- _Task goal_: Work through the material below and count the lines holding the word "Bleekput"; give that count and nothing more.

START Provided records

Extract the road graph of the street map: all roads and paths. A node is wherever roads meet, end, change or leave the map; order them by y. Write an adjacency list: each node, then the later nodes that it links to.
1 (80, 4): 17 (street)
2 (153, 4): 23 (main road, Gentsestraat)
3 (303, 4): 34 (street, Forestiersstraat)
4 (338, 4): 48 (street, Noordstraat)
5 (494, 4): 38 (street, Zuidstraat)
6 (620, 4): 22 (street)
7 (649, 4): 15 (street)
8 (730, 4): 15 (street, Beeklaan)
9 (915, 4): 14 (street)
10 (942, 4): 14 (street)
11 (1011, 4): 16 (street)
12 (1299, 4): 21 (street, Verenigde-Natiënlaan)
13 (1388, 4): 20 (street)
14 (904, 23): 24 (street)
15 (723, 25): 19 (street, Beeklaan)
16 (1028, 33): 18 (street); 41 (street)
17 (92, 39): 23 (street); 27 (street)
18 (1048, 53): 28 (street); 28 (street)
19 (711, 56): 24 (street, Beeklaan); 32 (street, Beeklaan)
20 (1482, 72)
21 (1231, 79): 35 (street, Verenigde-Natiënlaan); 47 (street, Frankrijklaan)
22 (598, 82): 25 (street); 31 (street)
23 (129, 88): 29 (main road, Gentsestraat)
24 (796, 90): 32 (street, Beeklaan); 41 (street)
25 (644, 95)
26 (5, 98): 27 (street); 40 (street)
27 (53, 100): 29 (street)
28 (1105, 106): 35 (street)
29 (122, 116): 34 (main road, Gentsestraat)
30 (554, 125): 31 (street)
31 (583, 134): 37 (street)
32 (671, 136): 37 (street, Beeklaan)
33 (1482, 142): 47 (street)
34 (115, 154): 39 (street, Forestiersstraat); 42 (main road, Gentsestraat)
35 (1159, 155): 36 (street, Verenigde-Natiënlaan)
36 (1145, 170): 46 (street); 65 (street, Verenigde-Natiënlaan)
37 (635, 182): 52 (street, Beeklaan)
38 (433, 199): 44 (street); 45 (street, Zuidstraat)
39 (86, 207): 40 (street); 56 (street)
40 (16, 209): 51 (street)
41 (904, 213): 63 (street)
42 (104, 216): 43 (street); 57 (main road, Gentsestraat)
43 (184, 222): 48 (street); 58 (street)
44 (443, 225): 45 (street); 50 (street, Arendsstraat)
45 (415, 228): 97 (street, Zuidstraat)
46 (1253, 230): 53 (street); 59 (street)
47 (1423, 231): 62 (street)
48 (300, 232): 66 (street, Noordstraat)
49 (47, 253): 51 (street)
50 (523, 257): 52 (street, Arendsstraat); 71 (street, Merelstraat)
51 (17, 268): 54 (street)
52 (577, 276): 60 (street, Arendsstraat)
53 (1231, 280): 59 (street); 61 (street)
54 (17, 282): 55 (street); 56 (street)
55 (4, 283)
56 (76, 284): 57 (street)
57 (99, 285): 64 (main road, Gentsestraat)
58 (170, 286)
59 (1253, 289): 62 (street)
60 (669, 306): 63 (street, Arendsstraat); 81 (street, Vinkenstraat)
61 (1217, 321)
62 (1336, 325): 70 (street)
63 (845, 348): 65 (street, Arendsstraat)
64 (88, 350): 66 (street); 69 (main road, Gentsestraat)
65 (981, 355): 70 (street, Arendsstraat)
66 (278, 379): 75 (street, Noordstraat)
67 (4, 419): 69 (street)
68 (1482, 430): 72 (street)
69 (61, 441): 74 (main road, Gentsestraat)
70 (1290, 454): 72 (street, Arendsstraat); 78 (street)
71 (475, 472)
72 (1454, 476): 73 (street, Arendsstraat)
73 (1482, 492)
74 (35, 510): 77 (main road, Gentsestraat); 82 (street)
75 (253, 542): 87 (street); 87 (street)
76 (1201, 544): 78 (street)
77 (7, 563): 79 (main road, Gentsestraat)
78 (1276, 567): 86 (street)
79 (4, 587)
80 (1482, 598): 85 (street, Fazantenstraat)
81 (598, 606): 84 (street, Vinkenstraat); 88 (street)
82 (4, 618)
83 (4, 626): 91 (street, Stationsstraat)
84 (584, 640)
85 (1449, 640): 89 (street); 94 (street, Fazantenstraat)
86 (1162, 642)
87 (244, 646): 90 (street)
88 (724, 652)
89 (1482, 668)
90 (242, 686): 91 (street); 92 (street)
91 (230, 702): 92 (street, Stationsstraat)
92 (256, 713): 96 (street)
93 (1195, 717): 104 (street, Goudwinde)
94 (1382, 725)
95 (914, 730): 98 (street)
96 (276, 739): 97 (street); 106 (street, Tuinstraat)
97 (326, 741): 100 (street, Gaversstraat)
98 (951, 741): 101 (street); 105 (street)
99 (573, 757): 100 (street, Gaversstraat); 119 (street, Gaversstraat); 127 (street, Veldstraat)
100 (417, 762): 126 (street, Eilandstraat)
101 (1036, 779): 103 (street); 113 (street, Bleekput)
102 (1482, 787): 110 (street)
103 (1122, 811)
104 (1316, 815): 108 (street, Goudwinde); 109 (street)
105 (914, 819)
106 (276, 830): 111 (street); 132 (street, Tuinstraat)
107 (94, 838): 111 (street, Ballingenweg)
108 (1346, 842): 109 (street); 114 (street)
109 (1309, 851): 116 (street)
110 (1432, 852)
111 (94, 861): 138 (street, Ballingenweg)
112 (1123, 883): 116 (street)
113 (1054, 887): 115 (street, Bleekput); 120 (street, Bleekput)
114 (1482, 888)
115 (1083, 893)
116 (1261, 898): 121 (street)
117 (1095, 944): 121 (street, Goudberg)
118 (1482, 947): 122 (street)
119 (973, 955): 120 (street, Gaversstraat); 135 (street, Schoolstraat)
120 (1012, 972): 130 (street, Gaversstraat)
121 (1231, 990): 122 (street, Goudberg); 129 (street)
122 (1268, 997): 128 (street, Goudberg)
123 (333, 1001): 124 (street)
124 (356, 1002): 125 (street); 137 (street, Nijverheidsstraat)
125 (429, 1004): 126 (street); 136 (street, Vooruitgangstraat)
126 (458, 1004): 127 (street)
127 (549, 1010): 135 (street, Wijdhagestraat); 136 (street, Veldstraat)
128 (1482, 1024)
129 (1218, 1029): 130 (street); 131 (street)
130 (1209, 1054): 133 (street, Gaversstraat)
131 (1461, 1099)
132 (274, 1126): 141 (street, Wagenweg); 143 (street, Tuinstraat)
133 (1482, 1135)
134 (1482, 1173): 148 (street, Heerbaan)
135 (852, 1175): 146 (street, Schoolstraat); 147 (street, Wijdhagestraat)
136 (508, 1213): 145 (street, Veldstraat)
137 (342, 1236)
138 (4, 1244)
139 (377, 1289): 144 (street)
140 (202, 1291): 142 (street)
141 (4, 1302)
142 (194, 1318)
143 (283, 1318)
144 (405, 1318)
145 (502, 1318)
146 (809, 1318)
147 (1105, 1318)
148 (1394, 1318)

END Provided records

- _Finished task_: 2